- What needs to be done
Transcribe every record exactly.

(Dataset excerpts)
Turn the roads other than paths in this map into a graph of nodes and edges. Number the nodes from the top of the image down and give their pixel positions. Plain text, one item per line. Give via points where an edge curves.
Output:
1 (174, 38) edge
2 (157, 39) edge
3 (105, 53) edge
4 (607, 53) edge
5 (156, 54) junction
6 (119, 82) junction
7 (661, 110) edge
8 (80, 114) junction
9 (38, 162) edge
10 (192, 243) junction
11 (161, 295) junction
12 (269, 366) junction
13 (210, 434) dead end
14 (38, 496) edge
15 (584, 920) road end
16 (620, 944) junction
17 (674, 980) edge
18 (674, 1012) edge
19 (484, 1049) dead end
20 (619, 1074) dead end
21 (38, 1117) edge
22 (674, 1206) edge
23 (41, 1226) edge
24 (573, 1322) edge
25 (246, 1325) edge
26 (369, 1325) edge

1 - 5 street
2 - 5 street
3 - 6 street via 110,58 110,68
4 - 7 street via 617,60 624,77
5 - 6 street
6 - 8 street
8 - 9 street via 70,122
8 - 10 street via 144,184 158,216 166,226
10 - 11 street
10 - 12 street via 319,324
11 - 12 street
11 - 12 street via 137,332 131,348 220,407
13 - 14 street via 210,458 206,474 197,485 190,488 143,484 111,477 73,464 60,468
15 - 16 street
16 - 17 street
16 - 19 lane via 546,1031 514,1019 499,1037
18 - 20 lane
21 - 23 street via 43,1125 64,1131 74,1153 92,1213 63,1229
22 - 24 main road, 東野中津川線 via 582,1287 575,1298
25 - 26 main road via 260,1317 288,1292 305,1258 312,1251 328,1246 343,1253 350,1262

- Task solution
Turn the roads other than paths in this map into a graph of nodes and edges. Number the nodes from the top of the image down and give their pixel positions. Plain text, one item per line. Give via points where an edge curves.
Output:
1 (174, 38) edge
2 (157, 39) edge
3 (105, 53) edge
4 (607, 53) edge
5 (156, 54) junction
6 (119, 82) junction
7 (661, 110) edge
8 (80, 114) junction
9 (38, 162) edge
10 (192, 243) junction
11 (161, 295) junction
12 (269, 366) junction
13 (210, 434) dead end
14 (38, 496) edge
15 (584, 920) road end
16 (620, 944) junction
17 (674, 980) edge
18 (674, 1012) edge
19 (484, 1049) dead end
20 (619, 1074) dead end
21 (38, 1117) edge
22 (674, 1206) edge
23 (41, 1226) edge
24 (573, 1322) edge
25 (246, 1325) edge
26 (369, 1325) edge

1 - 5 street
2 - 5 street
3 - 6 street via 110,58 110,68
4 - 7 street via 617,60 624,77
5 - 6 street
6 - 8 street
8 - 9 street via 70,122
8 - 10 street via 144,184 158,216 166,226
10 - 11 street
10 - 12 street via 319,324
11 - 12 street
11 - 12 street via 137,332 131,348 220,407
13 - 14 street via 210,458 206,474 197,485 190,488 143,484 111,477 73,464 60,468
15 - 16 street
16 - 17 street
16 - 19 lane via 546,1031 514,1019 499,1037
18 - 20 lane
21 - 23 street via 43,1125 64,1131 74,1153 92,1213 63,1229
22 - 24 main road, 東野中津川線 via 582,1287 575,1298
25 - 26 main road via 260,1317 288,1292 305,1258 312,1251 328,1246 343,1253 350,1262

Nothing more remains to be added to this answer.